→ Stored data:
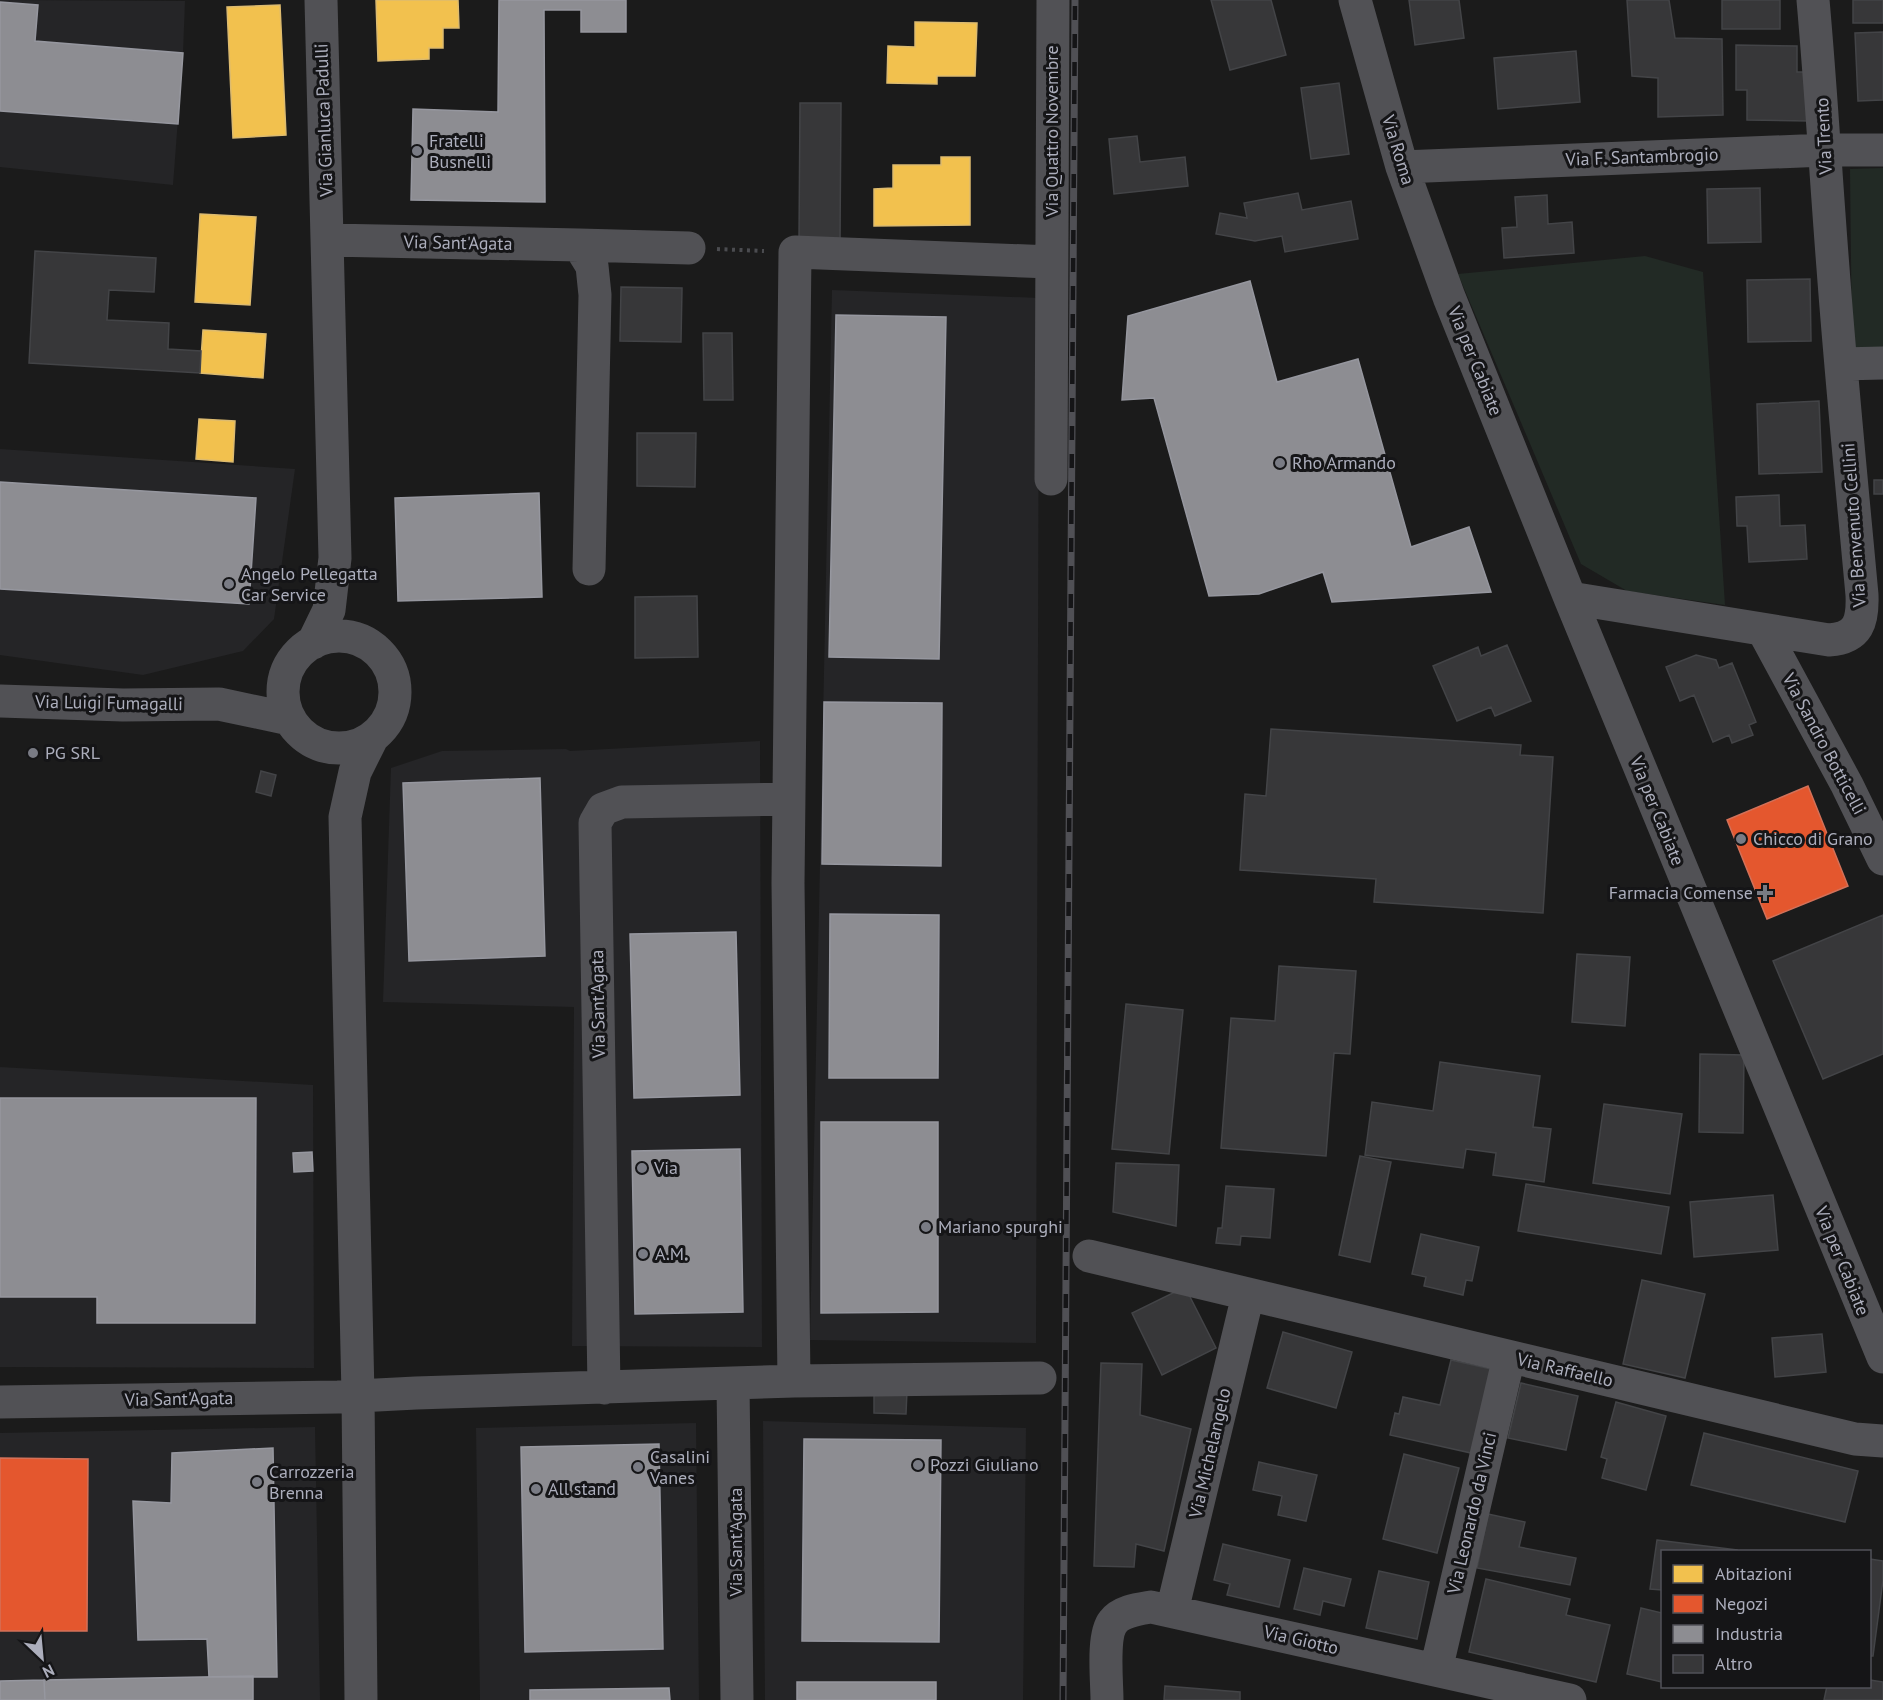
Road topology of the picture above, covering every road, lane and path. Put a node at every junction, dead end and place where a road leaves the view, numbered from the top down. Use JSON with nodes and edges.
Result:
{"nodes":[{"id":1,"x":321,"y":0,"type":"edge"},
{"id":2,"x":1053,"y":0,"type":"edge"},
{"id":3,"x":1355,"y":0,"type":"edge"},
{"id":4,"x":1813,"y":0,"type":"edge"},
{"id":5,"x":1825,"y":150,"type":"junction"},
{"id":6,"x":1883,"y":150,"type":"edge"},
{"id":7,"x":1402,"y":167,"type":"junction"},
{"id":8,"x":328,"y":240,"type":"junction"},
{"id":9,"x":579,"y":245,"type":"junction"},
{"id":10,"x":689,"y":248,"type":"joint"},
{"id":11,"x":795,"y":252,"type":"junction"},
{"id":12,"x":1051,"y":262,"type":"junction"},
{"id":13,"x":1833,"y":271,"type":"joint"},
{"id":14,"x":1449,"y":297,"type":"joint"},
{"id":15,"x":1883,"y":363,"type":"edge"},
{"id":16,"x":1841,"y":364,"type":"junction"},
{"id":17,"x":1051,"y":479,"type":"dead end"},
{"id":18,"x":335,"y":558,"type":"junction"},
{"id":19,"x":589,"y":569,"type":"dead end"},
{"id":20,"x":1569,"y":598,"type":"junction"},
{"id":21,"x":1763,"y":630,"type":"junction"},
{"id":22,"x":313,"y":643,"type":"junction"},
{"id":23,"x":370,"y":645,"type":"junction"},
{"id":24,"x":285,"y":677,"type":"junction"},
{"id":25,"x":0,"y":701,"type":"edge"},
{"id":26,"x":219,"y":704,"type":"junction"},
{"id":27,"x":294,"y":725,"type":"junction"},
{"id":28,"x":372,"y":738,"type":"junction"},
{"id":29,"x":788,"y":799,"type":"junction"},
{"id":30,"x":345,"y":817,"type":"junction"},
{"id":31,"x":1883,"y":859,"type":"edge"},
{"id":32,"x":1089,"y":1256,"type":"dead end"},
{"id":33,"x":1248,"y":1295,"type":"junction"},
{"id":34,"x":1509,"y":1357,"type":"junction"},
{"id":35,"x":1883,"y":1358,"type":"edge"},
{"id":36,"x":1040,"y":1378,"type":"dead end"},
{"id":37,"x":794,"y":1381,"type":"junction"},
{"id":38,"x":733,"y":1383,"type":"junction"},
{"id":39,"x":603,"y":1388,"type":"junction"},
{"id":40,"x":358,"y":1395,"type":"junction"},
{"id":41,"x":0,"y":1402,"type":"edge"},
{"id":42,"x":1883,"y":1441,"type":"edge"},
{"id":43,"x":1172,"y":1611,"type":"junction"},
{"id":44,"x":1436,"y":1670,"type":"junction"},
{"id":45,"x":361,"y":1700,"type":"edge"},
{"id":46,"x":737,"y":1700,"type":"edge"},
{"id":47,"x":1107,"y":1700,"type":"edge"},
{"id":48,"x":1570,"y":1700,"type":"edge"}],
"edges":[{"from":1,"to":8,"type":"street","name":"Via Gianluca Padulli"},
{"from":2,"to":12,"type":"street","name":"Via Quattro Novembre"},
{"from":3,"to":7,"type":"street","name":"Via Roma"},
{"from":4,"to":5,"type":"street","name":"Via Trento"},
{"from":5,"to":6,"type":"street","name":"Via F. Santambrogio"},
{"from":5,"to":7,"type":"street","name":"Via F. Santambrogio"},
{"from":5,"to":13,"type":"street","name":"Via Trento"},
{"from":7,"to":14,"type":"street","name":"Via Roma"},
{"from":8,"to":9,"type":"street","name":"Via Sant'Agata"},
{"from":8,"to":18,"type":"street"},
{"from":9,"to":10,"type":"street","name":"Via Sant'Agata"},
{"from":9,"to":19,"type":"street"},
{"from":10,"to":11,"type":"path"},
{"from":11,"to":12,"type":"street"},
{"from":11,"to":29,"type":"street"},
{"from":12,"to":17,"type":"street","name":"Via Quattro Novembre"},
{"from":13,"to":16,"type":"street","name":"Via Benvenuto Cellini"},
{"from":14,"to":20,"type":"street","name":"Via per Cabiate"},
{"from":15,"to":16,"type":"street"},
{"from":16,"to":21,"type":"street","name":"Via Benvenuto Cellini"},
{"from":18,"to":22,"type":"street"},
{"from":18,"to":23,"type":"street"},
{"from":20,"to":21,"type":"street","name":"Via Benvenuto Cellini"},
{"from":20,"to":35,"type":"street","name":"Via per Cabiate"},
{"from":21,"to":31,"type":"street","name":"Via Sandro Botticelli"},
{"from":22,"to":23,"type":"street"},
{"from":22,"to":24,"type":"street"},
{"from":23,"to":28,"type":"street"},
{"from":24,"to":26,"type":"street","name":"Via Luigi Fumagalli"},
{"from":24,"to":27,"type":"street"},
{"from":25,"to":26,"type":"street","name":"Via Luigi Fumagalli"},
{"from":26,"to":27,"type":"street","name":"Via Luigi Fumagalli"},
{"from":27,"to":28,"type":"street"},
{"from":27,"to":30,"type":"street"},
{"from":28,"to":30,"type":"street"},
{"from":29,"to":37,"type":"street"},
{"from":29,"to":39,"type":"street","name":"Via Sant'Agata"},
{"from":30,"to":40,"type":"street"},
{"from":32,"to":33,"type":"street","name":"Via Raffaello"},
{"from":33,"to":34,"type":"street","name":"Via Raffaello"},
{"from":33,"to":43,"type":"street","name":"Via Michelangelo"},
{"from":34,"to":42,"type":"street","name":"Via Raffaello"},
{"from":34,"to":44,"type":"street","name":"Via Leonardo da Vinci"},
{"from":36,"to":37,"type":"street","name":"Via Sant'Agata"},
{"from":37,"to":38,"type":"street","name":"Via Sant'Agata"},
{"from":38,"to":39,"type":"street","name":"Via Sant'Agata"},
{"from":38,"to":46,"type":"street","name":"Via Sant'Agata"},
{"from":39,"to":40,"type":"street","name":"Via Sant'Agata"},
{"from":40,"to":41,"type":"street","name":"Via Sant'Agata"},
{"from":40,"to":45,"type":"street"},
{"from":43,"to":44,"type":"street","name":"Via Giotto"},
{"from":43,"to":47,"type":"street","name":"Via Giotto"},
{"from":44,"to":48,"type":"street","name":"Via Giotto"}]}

→ TASK TO CARRY OUT: Return every record exactly, without the pictures.

→ TASK OUTPUT:
Road topology of the picture above, covering every road, lane and path. Put a node at every junction, dead end and place where a road leaves the view, numbered from the top down. Use JSON with nodes and edges.
Result:
{"nodes":[{"id":1,"x":321,"y":0,"type":"edge"},
{"id":2,"x":1053,"y":0,"type":"edge"},
{"id":3,"x":1355,"y":0,"type":"edge"},
{"id":4,"x":1813,"y":0,"type":"edge"},
{"id":5,"x":1825,"y":150,"type":"junction"},
{"id":6,"x":1883,"y":150,"type":"edge"},
{"id":7,"x":1402,"y":167,"type":"junction"},
{"id":8,"x":328,"y":240,"type":"junction"},
{"id":9,"x":579,"y":245,"type":"junction"},
{"id":10,"x":689,"y":248,"type":"joint"},
{"id":11,"x":795,"y":252,"type":"junction"},
{"id":12,"x":1051,"y":262,"type":"junction"},
{"id":13,"x":1833,"y":271,"type":"joint"},
{"id":14,"x":1449,"y":297,"type":"joint"},
{"id":15,"x":1883,"y":363,"type":"edge"},
{"id":16,"x":1841,"y":364,"type":"junction"},
{"id":17,"x":1051,"y":479,"type":"dead end"},
{"id":18,"x":335,"y":558,"type":"junction"},
{"id":19,"x":589,"y":569,"type":"dead end"},
{"id":20,"x":1569,"y":598,"type":"junction"},
{"id":21,"x":1763,"y":630,"type":"junction"},
{"id":22,"x":313,"y":643,"type":"junction"},
{"id":23,"x":370,"y":645,"type":"junction"},
{"id":24,"x":285,"y":677,"type":"junction"},
{"id":25,"x":0,"y":701,"type":"edge"},
{"id":26,"x":219,"y":704,"type":"junction"},
{"id":27,"x":294,"y":725,"type":"junction"},
{"id":28,"x":372,"y":738,"type":"junction"},
{"id":29,"x":788,"y":799,"type":"junction"},
{"id":30,"x":345,"y":817,"type":"junction"},
{"id":31,"x":1883,"y":859,"type":"edge"},
{"id":32,"x":1089,"y":1256,"type":"dead end"},
{"id":33,"x":1248,"y":1295,"type":"junction"},
{"id":34,"x":1509,"y":1357,"type":"junction"},
{"id":35,"x":1883,"y":1358,"type":"edge"},
{"id":36,"x":1040,"y":1378,"type":"dead end"},
{"id":37,"x":794,"y":1381,"type":"junction"},
{"id":38,"x":733,"y":1383,"type":"junction"},
{"id":39,"x":603,"y":1388,"type":"junction"},
{"id":40,"x":358,"y":1395,"type":"junction"},
{"id":41,"x":0,"y":1402,"type":"edge"},
{"id":42,"x":1883,"y":1441,"type":"edge"},
{"id":43,"x":1172,"y":1611,"type":"junction"},
{"id":44,"x":1436,"y":1670,"type":"junction"},
{"id":45,"x":361,"y":1700,"type":"edge"},
{"id":46,"x":737,"y":1700,"type":"edge"},
{"id":47,"x":1107,"y":1700,"type":"edge"},
{"id":48,"x":1570,"y":1700,"type":"edge"}],
"edges":[{"from":1,"to":8,"type":"street","name":"Via Gianluca Padulli"},
{"from":2,"to":12,"type":"street","name":"Via Quattro Novembre"},
{"from":3,"to":7,"type":"street","name":"Via Roma"},
{"from":4,"to":5,"type":"street","name":"Via Trento"},
{"from":5,"to":6,"type":"street","name":"Via F. Santambrogio"},
{"from":5,"to":7,"type":"street","name":"Via F. Santambrogio"},
{"from":5,"to":13,"type":"street","name":"Via Trento"},
{"from":7,"to":14,"type":"street","name":"Via Roma"},
{"from":8,"to":9,"type":"street","name":"Via Sant'Agata"},
{"from":8,"to":18,"type":"street"},
{"from":9,"to":10,"type":"street","name":"Via Sant'Agata"},
{"from":9,"to":19,"type":"street"},
{"from":10,"to":11,"type":"path"},
{"from":11,"to":12,"type":"street"},
{"from":11,"to":29,"type":"street"},
{"from":12,"to":17,"type":"street","name":"Via Quattro Novembre"},
{"from":13,"to":16,"type":"street","name":"Via Benvenuto Cellini"},
{"from":14,"to":20,"type":"street","name":"Via per Cabiate"},
{"from":15,"to":16,"type":"street"},
{"from":16,"to":21,"type":"street","name":"Via Benvenuto Cellini"},
{"from":18,"to":22,"type":"street"},
{"from":18,"to":23,"type":"street"},
{"from":20,"to":21,"type":"street","name":"Via Benvenuto Cellini"},
{"from":20,"to":35,"type":"street","name":"Via per Cabiate"},
{"from":21,"to":31,"type":"street","name":"Via Sandro Botticelli"},
{"from":22,"to":23,"type":"street"},
{"from":22,"to":24,"type":"street"},
{"from":23,"to":28,"type":"street"},
{"from":24,"to":26,"type":"street","name":"Via Luigi Fumagalli"},
{"from":24,"to":27,"type":"street"},
{"from":25,"to":26,"type":"street","name":"Via Luigi Fumagalli"},
{"from":26,"to":27,"type":"street","name":"Via Luigi Fumagalli"},
{"from":27,"to":28,"type":"street"},
{"from":27,"to":30,"type":"street"},
{"from":28,"to":30,"type":"street"},
{"from":29,"to":37,"type":"street"},
{"from":29,"to":39,"type":"street","name":"Via Sant'Agata"},
{"from":30,"to":40,"type":"street"},
{"from":32,"to":33,"type":"street","name":"Via Raffaello"},
{"from":33,"to":34,"type":"street","name":"Via Raffaello"},
{"from":33,"to":43,"type":"street","name":"Via Michelangelo"},
{"from":34,"to":42,"type":"street","name":"Via Raffaello"},
{"from":34,"to":44,"type":"street","name":"Via Leonardo da Vinci"},
{"from":36,"to":37,"type":"street","name":"Via Sant'Agata"},
{"from":37,"to":38,"type":"street","name":"Via Sant'Agata"},
{"from":38,"to":39,"type":"street","name":"Via Sant'Agata"},
{"from":38,"to":46,"type":"street","name":"Via Sant'Agata"},
{"from":39,"to":40,"type":"street","name":"Via Sant'Agata"},
{"from":40,"to":41,"type":"street","name":"Via Sant'Agata"},
{"from":40,"to":45,"type":"street"},
{"from":43,"to":44,"type":"street","name":"Via Giotto"},
{"from":43,"to":47,"type":"street","name":"Via Giotto"},
{"from":44,"to":48,"type":"street","name":"Via Giotto"}]}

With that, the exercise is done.